Stored data Start Marker
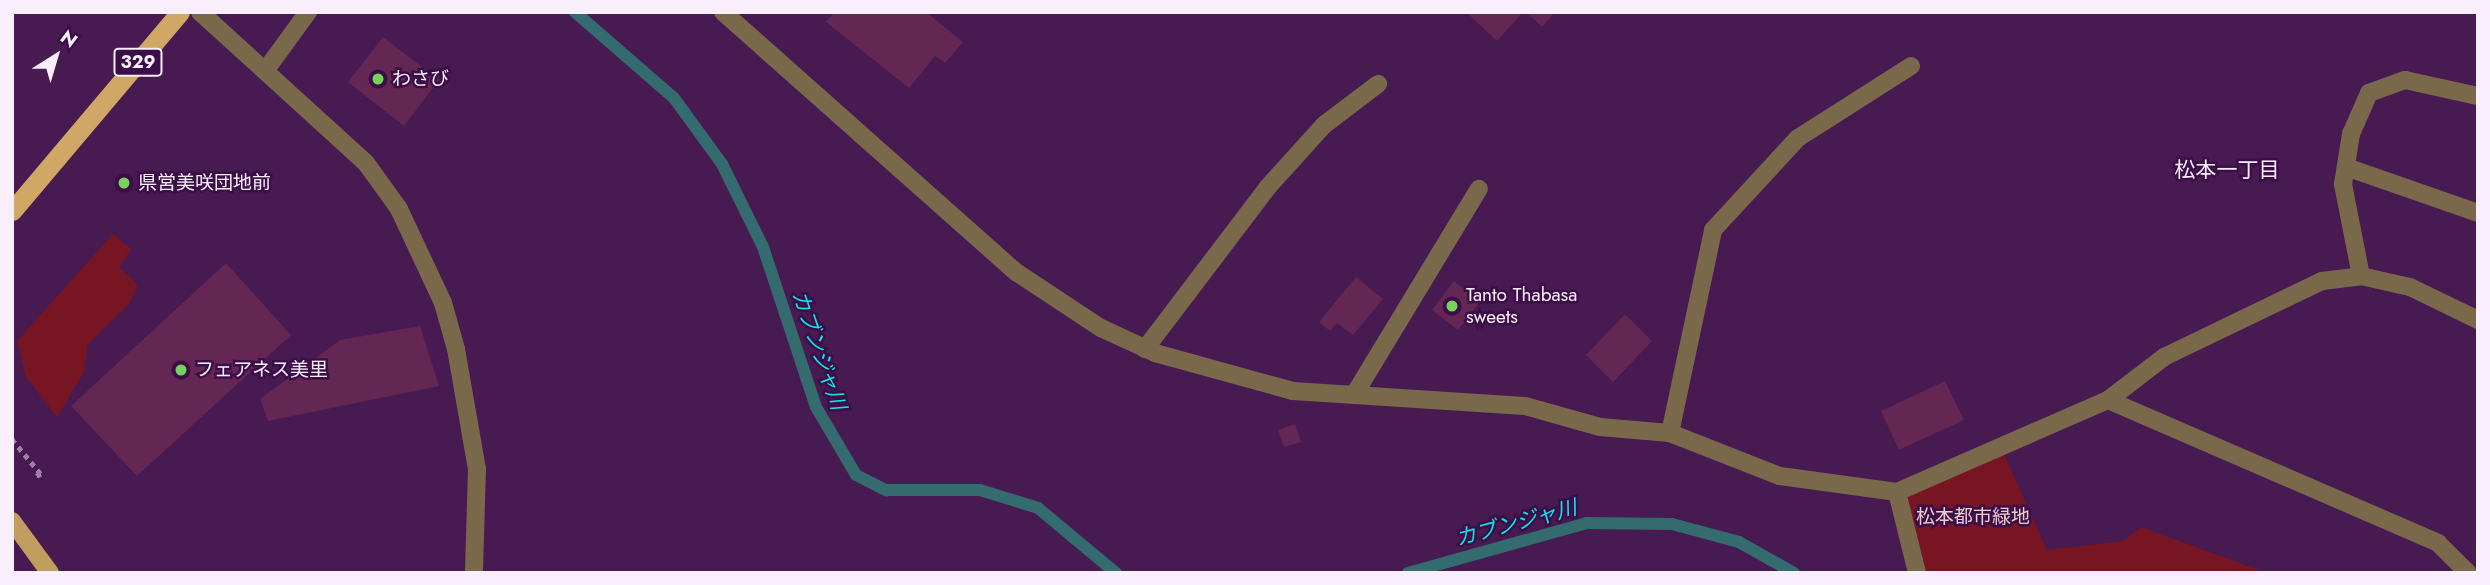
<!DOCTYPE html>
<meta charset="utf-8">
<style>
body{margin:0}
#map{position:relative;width:2490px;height:585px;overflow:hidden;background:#471a52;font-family:Jost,"Noto Sans JP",sans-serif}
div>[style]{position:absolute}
.green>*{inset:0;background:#771523}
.stream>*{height:12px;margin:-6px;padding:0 6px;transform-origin:6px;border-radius:6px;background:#336b6e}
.building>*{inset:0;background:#642653}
.path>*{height:4.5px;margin-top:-2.25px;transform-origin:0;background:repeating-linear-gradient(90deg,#9d80a3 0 5px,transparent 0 10px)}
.minor>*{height:18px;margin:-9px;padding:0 9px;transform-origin:9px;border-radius:9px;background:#7a684b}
.primary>*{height:18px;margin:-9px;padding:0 9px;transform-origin:9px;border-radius:9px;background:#c29d60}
.trunk>*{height:19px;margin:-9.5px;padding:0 9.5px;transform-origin:9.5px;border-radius:9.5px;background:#d0a764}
.dots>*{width:19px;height:19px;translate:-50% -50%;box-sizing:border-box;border:4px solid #3c0e47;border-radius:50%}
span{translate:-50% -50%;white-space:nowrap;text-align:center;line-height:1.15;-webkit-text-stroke:5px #3c0e47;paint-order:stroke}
.shield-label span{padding:2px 5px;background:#3c0e47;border:2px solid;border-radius:5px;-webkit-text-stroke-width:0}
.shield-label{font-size:18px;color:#f9eefb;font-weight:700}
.poi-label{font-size:19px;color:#f9eefb}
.left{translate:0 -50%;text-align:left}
.park-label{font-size:19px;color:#eccdcc}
.neighbourhood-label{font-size:21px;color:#f9eefb}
.water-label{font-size:21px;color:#09e7ef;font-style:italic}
.frame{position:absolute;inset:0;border:14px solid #f9eefb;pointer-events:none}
.north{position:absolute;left:21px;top:21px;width:70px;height:70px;-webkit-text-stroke:5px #3c0e47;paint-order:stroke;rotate:37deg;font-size:19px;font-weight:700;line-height:28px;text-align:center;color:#f9eefb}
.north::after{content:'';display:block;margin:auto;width:24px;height:32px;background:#f9eefb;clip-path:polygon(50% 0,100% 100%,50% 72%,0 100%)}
</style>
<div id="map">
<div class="green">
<div style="clip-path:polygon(113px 234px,131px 249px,119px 267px,138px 285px,129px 304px,88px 344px,84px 372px,57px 417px,26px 377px,17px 341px)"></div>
<div style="clip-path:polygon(1999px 443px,2047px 550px,2123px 541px,2141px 527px,2267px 573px,1917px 573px,1897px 492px)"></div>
</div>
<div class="stream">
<div style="left:575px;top:12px;width:131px;rotate:41deg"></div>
<div style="left:674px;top:98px;width:82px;rotate:54deg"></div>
<div style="left:722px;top:164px;width:93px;rotate:63.7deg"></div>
<div style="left:763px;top:247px;width:169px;rotate:71.7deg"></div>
<div style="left:816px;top:407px;width:79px;rotate:59.5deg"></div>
<div style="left:856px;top:475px;width:34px;rotate:27deg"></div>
<div style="left:886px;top:490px;width:94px"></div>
<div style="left:980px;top:490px;width:61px;rotate:17.2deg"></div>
<div style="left:1038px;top:508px;width:102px;rotate:39.8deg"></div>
<div style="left:1408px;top:573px;width:186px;rotate:-15.6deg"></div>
<div style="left:1587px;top:523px;width:85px;rotate:0.7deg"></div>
<div style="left:1672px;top:524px;width:69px;rotate:15deg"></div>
<div style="left:1739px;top:542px;width:63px;rotate:29.4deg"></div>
</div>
<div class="building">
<div style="clip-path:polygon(834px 12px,926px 12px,963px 42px,945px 63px,935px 56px,909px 88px,826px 22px)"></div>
<div style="clip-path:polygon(1466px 12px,1523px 12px,1497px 41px)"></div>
<div style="clip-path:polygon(1526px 12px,1555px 12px,1542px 27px)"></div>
<div style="clip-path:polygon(383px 37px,439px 80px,404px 126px,348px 82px)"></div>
<div style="clip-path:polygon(226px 263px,291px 335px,137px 476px,71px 406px)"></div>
<div style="clip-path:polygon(1356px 277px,1383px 299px,1353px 335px,1337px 323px,1330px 331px,1319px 322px)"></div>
<div style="clip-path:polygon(1454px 281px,1480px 302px,1458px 330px,1432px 310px)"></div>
<div style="clip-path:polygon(1625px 314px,1652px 341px,1613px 382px,1586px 355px)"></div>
<div style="clip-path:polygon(420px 326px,439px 386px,268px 421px,260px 399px,340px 340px)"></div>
<div style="clip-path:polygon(1945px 381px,1964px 420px,1899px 450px,1881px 411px)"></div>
<div style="clip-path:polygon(1295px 424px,1301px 442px,1284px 447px,1278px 430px)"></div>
</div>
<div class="path">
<div style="left:12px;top:439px;width:45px;rotate:50.4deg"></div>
<div style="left:41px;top:474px;width:10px;rotate:151deg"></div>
</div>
<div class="minor">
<div style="left:200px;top:12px;width:224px;rotate:42.3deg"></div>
<div style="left:366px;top:163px;width:57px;rotate:54.3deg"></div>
<div style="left:399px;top:209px;width:104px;rotate:64.9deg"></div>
<div style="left:443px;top:303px;width:48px;rotate:74.2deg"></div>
<div style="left:456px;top:349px;width:122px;rotate:80.1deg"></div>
<div style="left:477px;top:469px;width:104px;rotate:91.7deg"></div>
<div style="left:723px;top:12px;width:392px;rotate:41.6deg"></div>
<div style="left:1016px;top:272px;width:102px;rotate:33.4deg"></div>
<div style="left:1101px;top:328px;width:60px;rotate:24.8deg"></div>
<div style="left:1155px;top:353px;width:143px;rotate:15.4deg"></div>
<div style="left:1293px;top:391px;width:232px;rotate:3.7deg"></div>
<div style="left:1525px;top:406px;width:78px;rotate:15.6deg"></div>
<div style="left:1600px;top:427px;width:70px;rotate:4.9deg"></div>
<div style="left:1670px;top:433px;width:118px;rotate:21.4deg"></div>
<div style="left:1780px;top:476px;width:118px;rotate:7.8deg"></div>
<div style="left:1897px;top:492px;width:230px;rotate:-23.6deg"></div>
<div style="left:2108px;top:400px;width:71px;rotate:-37.5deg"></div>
<div style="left:2164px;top:357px;width:175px;rotate:-25.7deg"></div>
<div style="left:2322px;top:281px;width:39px;rotate:-7deg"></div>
<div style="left:2361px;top:276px;width:50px;rotate:12.7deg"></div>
<div style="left:2410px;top:287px;width:76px;rotate:25.9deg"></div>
<div style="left:265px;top:71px;width:73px;rotate:-53.9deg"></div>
<div style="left:2346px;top:167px;width:140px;rotate:19.2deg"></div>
<div style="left:2361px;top:276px;width:94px;rotate:-101.1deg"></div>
<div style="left:2343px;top:184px;width:51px;rotate:-80.9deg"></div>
<div style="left:2351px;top:134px;width:45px;rotate:-66.3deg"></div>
<div style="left:2369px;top:93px;width:38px;rotate:-20deg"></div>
<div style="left:2405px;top:80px;width:75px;rotate:12.4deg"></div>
<div style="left:1145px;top:349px;width:202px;rotate:-52.8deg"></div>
<div style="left:1267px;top:188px;width:85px;rotate:-47.9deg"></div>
<div style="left:1324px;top:125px;width:68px;rotate:-37.2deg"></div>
<div style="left:1354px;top:395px;width:241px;rotate:-58.8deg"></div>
<div style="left:2108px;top:400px;width:360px;rotate:23.4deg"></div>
<div style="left:2438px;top:543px;width:42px;rotate:45deg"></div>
<div style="left:1670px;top:433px;width:208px;rotate:-78deg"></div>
<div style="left:1713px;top:230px;width:125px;rotate:-47.3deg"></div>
<div style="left:1798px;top:138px;width:134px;rotate:-32.5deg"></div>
<div style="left:1897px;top:492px;width:83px;rotate:76.1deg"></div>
</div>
<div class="primary">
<div style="left:12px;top:521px;width:64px;rotate:53.8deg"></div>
</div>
<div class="trunk">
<div style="left:12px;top:211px;width:260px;rotate:-49.8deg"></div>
</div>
<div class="dots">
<div style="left:378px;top:79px;background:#75d25b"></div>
<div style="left:124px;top:183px;background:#75d25b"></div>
<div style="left:1452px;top:306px;background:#75d25b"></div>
<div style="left:181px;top:370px;background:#75d25b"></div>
</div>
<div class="shield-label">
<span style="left:138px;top:62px">329</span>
</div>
<div class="poi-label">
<span class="left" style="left:392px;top:79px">わさび</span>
<span class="left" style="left:138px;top:183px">県営美咲団地前</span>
<span class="left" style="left:1466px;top:306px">Tanto Thabasa<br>sweets</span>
<span class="left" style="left:195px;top:370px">フェアネス美里</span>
</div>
<div class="park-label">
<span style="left:1973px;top:517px">松本都市緑地</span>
</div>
<div class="neighbourhood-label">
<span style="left:2227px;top:170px">松本一丁目</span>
</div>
<div class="water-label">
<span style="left:819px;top:350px;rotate:71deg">カブンジャ川</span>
<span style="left:1516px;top:523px;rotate:-15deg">カブンジャ川</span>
</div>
<div class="frame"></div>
<div class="north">N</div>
</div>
Stored data End Marker
#### Problem to work on
Return only the lines of the records in which the string "stream" appears.

#### Worked solution
.stream>*{height:12px;margin:-6px;padding:0 6px;transform-origin:6px;border-radius:6px;background:#336b6e}
<div class="stream">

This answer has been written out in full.